Our next step should be to take the scenarios we have outlined in the Explainer and come up with all Intensions that need to be captured. Then we can bucket them by event type and see if we’re missing anything.

Another argument against beforeInput is that ‘input’ covers a wide range of scenarios right now, including paste and drop. Paste and drop already have “intention” style events, so we might create redundancy or confusion.

I also agree that calling the event ‘beforeInput’ when no input is going to happen (in contentEditable minimal) might be confusing.

From: Piotr Koszuliński [mailto:p.koszulinski@cksource.com]
Sent: Wednesday, July 16, 2014 12:08 AM
To: Julie Parent
Cc: Ojan Vafai; public-editing-tf@w3.org<mailto:public-editing-tf@w3.org>
Subject: Re: Should we use BeforeInputEvent instead of CommandEvent?
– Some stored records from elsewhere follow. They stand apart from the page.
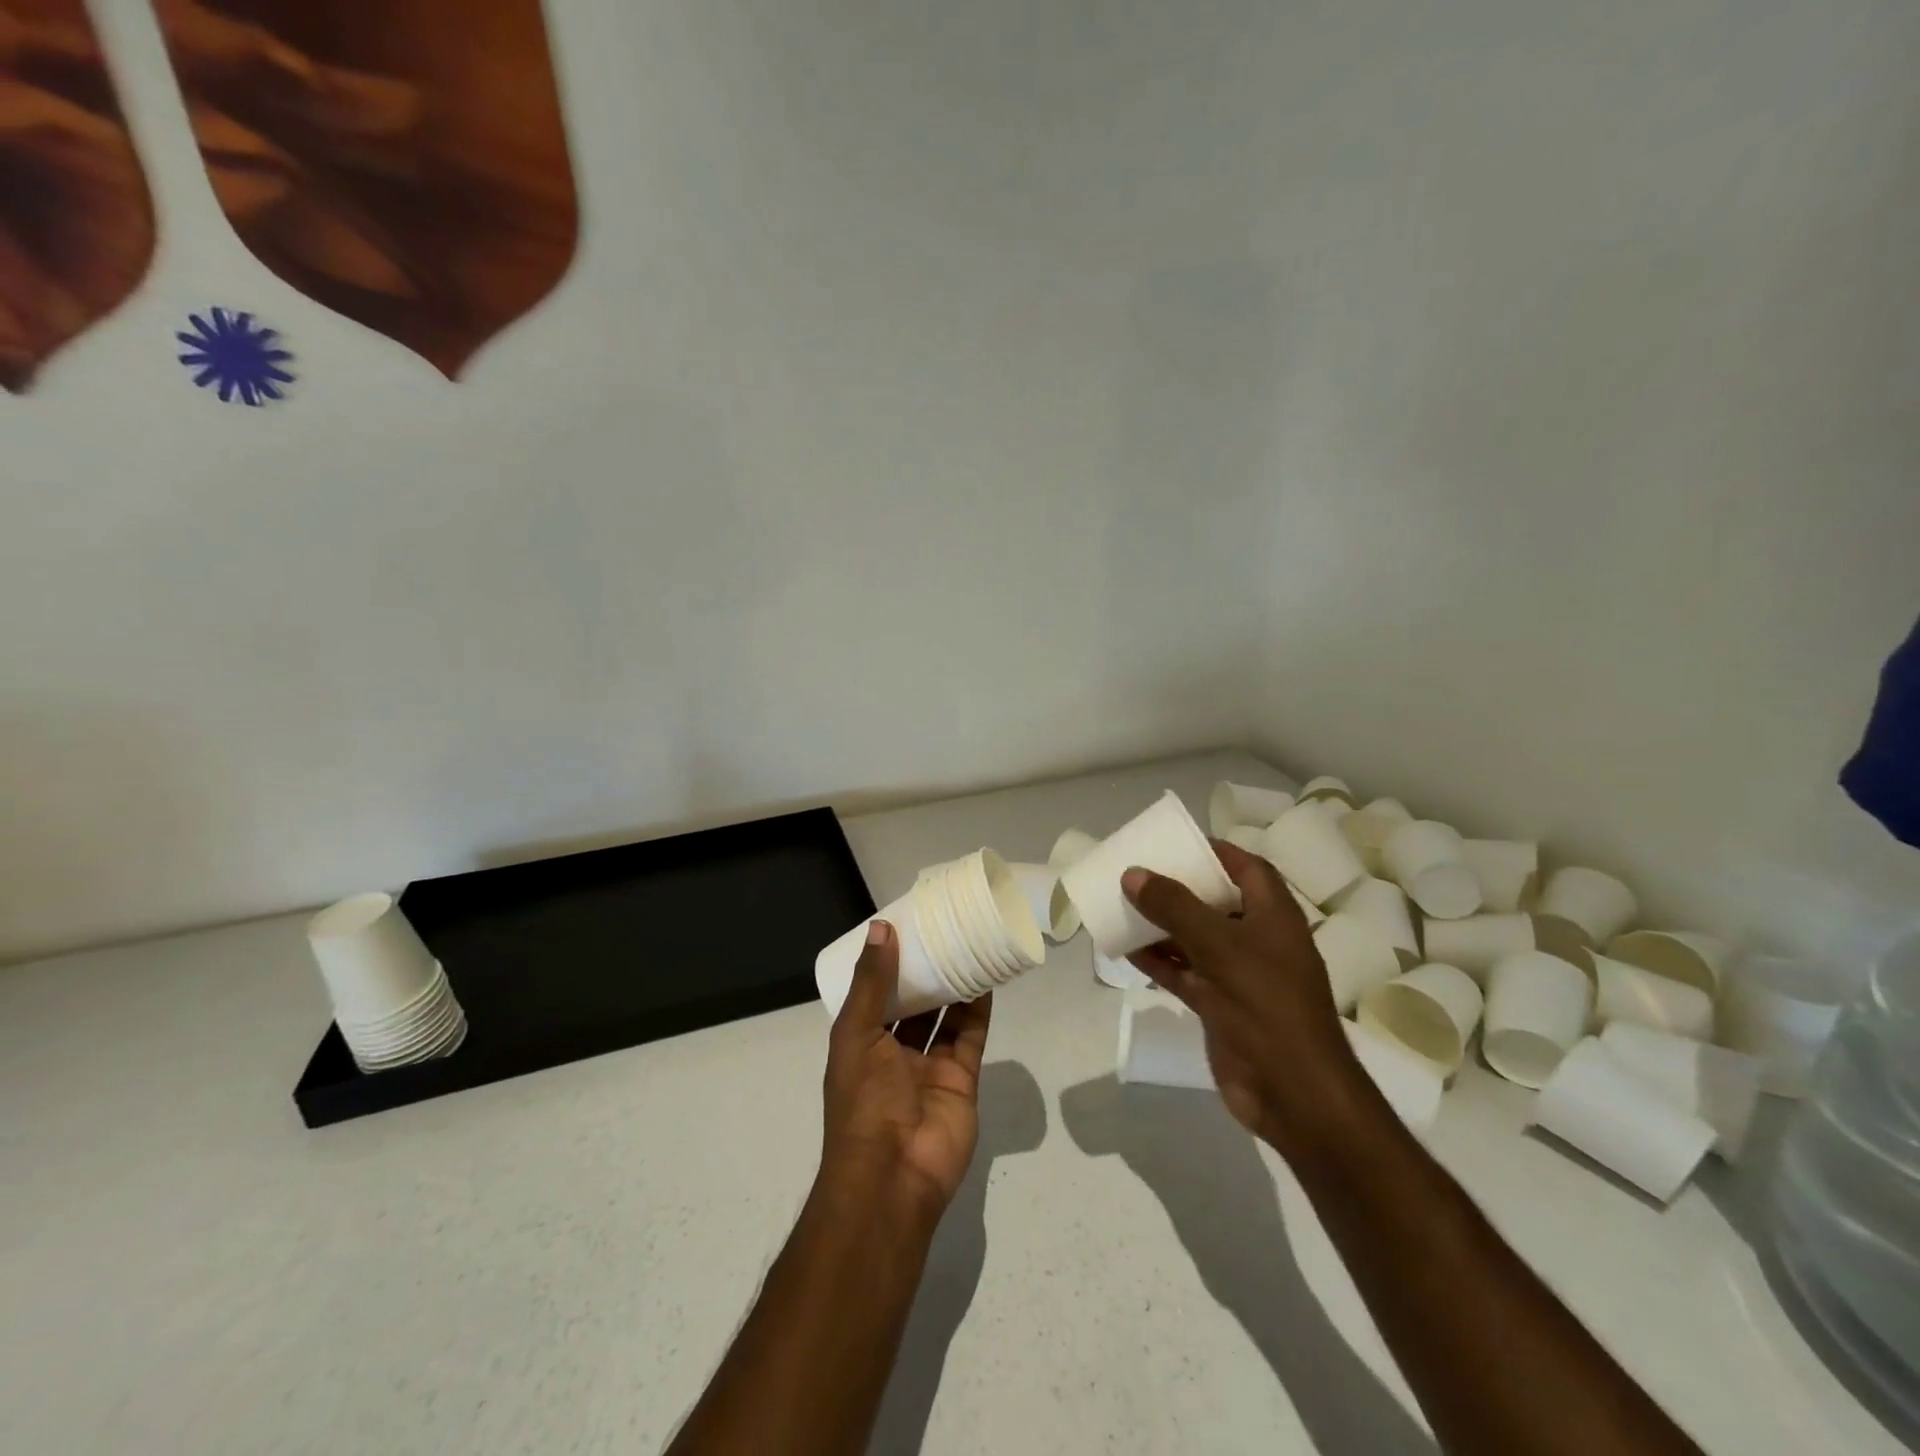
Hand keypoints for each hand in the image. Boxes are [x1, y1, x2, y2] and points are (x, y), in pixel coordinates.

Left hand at [822, 921, 990, 1214]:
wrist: (894, 1174)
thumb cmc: (864, 1099)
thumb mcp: (856, 1034)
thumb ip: (871, 982)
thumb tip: (881, 928)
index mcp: (860, 1042)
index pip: (874, 993)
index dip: (887, 963)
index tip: (904, 926)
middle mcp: (893, 1052)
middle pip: (912, 1002)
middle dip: (924, 971)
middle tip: (941, 929)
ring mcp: (928, 1066)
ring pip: (943, 1016)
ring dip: (953, 984)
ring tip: (967, 944)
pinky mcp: (961, 1078)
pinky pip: (970, 1035)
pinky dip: (977, 1008)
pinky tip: (986, 977)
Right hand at [1123, 842, 1363, 1155]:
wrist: (1293, 1093)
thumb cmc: (1266, 1004)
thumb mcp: (1219, 946)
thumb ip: (1174, 906)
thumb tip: (1133, 874)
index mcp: (1272, 915)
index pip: (1245, 867)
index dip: (1212, 851)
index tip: (1172, 843)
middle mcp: (1257, 938)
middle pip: (1213, 900)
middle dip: (1176, 887)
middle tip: (1136, 873)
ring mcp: (1238, 974)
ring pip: (1193, 937)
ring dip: (1160, 924)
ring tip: (1120, 906)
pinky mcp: (1220, 1005)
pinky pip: (1184, 971)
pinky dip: (1158, 960)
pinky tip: (1124, 950)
To your list of arguments against BeforeInputEvent I would add one more. AFAIK, the InputEvent does not contain an information about the intention at all, so it's kind of a different family. On the other hand, my team was struggling recently with implementing an undo manager, because there's no single "after" event on which we can listen and reason on its basis. If both events -  BeforeInputEvent and InputEvent - contained information about intention that problem would be solved. On the third hand, in contenteditable=minimal an app will make a DOM changes by itself, so it does not need an "after" event.

If we want to design a pair of events to improve the situation on contenteditable=true, then choosing BeforeInputEvent and extending InputEvent may be a better choice. Adding BeforeInputEvent and not improving InputEvent at the same time in my opinion would look bad. In such case I would choose CommandEvent, because it will be easier to define.

On Wed, Jul 16, 2014 at 2:39 AM, Julie Parent <jparent@google.com<mailto:jparent@google.com>> wrote:
In order to move forward with specifying Command Events [1] in the Commands Explainer , we need to resolve issue 5: using BeforeInput vs adding a different CommandEvent.

This has been discussed on earlier threads without any consensus.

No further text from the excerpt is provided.